With these suggestive words, the first line of the first track of Oye Mujer (Listen Up, Woman), Ladama lays down their brand of sexual politics vaunting empowerment and liberation on their own terms. Ladama (La Dama—the lady, without a facetious undertone) is an all women collective of players from the Latin American world, including the US.

Ladama isn’t intent to merely throw down a velvet gauntlet of sexual empowerment. The group has also taken up, notably as women, the web of urgencies of the day, including global warming, homelessness, poverty, immigration, indigenous rights, and more. Ladama is not just a mouthpiece against indignity: these women are serious musicians, all, and care equally about their art as players, composers, lyricists and arrangers, achieved, they are proud to disclose, collectively. Their commitment to mastery as women musicians engages the listener, lending more agency to their message.

With the coordinates of “Latin” culture fluid, varying from region to region, demographic to demographic, each member of Ladama, from Venezuela to Brazil to Colombia to New York, contributes a nuanced personal flavor to the mix, allowing, among other contributions. a different band member to take the solo vocal on each of the ten tracks. Oye Mujer's simple, clean and acoustic-heavy sound, produced by Brazilian maestro, Alexandre Kassin, is in keeping with the integrity of the sound as a vehicle for the message. Kassin gets it, and doesn’t stint on the message in favor of the medium. Pat Swoboda, who’s had a long-standing association with the group as electric bass player, is a welcomed addition.
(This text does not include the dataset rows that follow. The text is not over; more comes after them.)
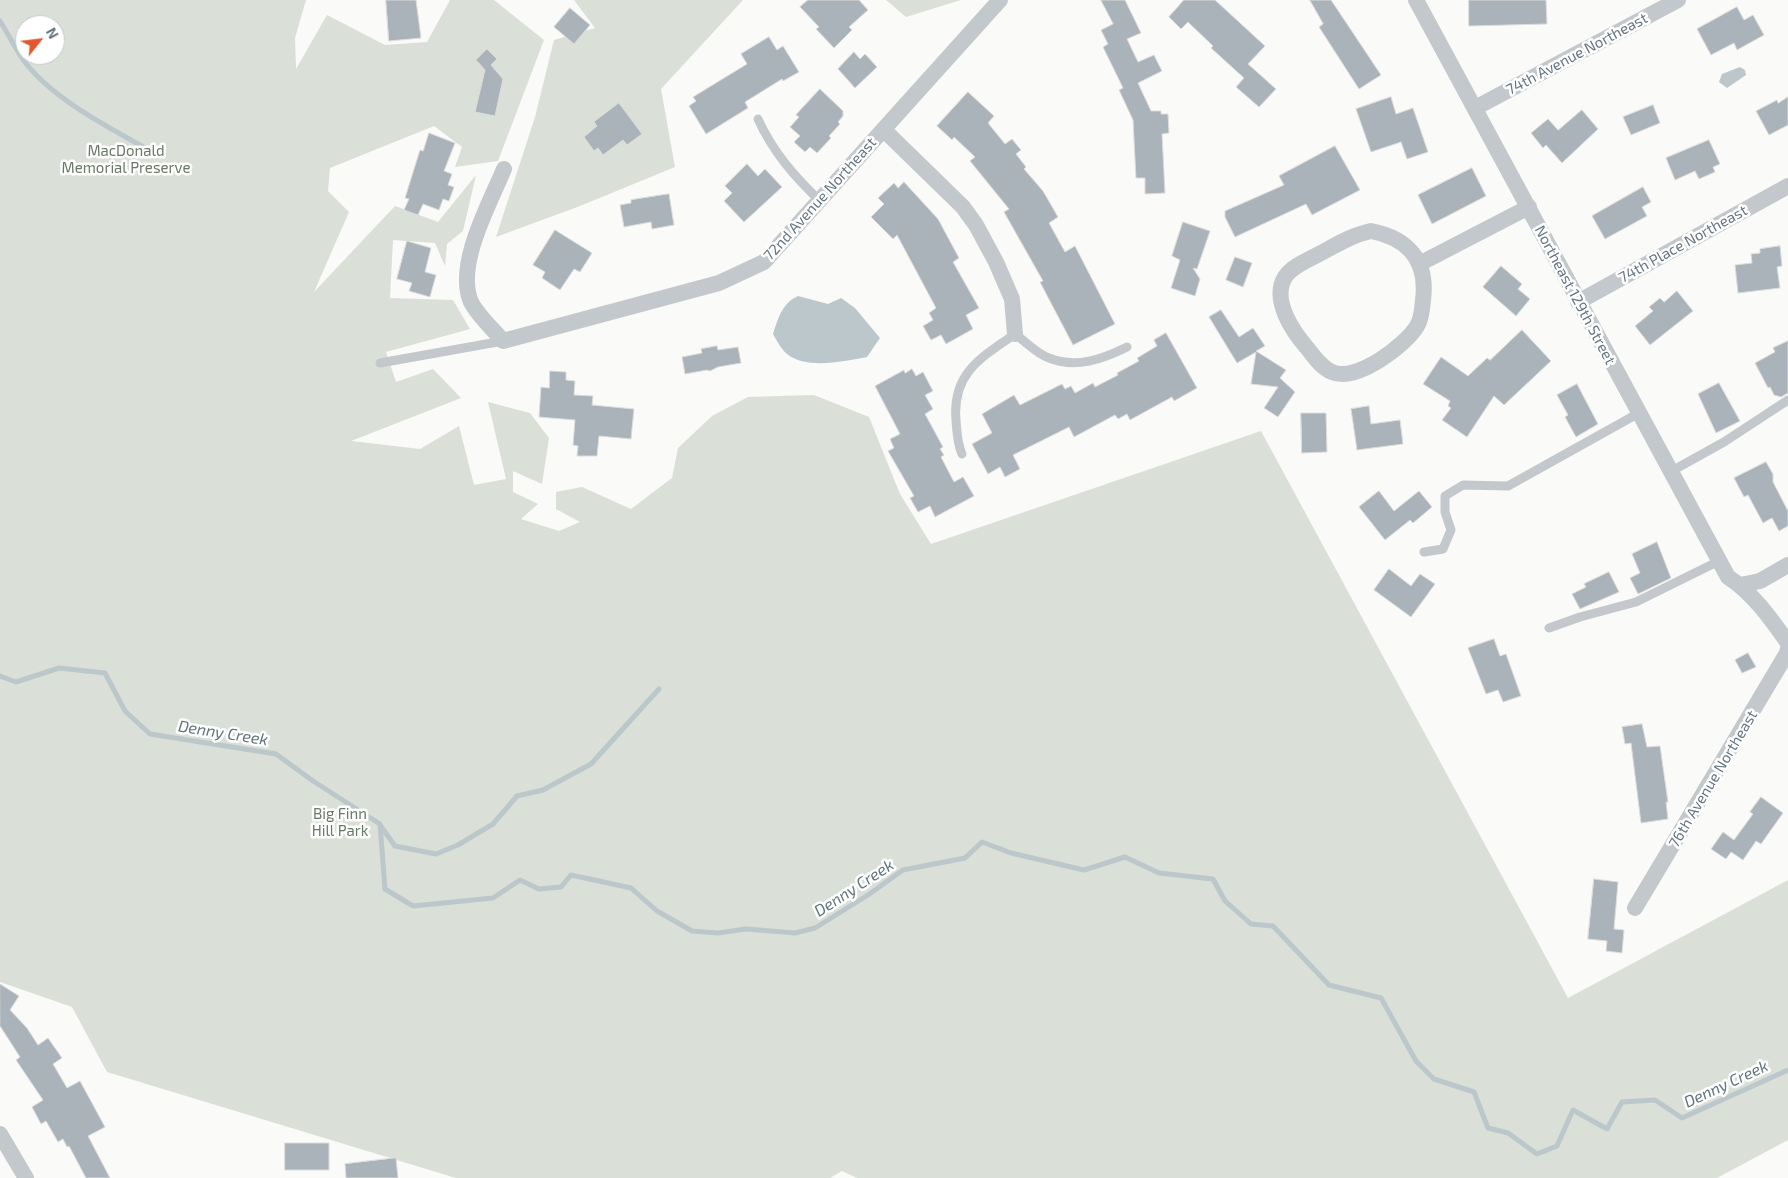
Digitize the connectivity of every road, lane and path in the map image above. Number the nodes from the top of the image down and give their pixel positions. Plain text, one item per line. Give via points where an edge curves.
1 (1000, 0) edge
2 (1416, 0) edge
3 (1678, 0) edge
4 (1475, 108) junction
5 (758, 118) dead end
6 (884, 130) junction
7 (504, 169) dead end
8 (1788, 186) edge
9 (820, 201) junction
10 (1529, 207) junction
11 (1421, 263) junction
12 (1578, 302) junction
13 (1014, 334) junction
14 (503, 341) junction
15 (1127, 347) dead end
16 (380, 363) dead end
17 (1788, 400) edge
18 (1638, 413) junction
19 (962, 454) dead end
20 (1670, 472) junction
21 (1424, 552) dead end
22 (1719, 561) junction
23 (1788, 566) edge
24 (1740, 585) junction
25 (1549, 628) dead end
26 (1788, 643) edge
27 (1788, 648) edge
28 (1634, 908) dead end
29 (0, 1134) edge
30 (26, 1178) edge

1 - 6 street, 72nd Avenue Northeast
2 - 4 street, Northeast 129th Street
3 - 4 street, 74th Avenue Northeast
4 - 10 street, Northeast 129th Street
5 - 9 lane via 786,166
6 - 9 street, 72nd Avenue Northeast
6 - 13 street via 963,207 976,225 1012,299
7 - 14 street via 477,233 467,284 472,302
8 - 12 street, 74th Place Northeast
9 - 14 street, 72nd Avenue Northeast via 764,262 741,274 719,283
10 - 11 street
10 - 12 street, Northeast 129th Street
11 - 11 street via 1425,286 1419,323 1411,336 1368,368 1351,374 1333,373 1319,362 1288,321 1281,289 1285,277 1295,267 1354,235 1371,231 1389,234 1402,242
12 - 18 street, Northeast 129th Street
13 - 15 lane via 1049,358 1077,363 1103,359
13 - 19 lane via 980,358 962,378 957,391 956,414 958,445
14 - 16 lane
17 - 20 lane via 1724,442
18 - 20 street, Northeast 129th Street
18 - 21 lane via 1508,486 1462,485 1445,496 1445,512 1451,530 1443,549
20 - 22 street, Northeast 129th Street
22 - 24 street, Northeast 129th Street via 1728,577
22 - 25 lane via 1636,602
23 - 24 street via 1760,581
24 - 26 street
27 - 28 street, 76th Avenue Northeast via 1788,654 1766,692
29 - 30 street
Marked by an insistent Afro-percussive beat and a suggestion of reggaetón, “Misterio,” with the aforementioned first line, turns the too-often misogynistic genre on its head, using the same come-on lines as would a papi chulo “in the mood,” and some pretty raunchy double-entendres. Lest anyone not get the device here, "Misterio" reprises some of the tune’s more sensual lyrics in sultry French a la Serge Gainsbourg’s 1990s chart shocker, “Je T’aime.” The song's satire demonstrates that women can be overt about their sexuality and, at the same time, refuse to perpetuate their objectification under the misnomer of liberation. Instead, the members own their sexuality as individual thinking and feeling women.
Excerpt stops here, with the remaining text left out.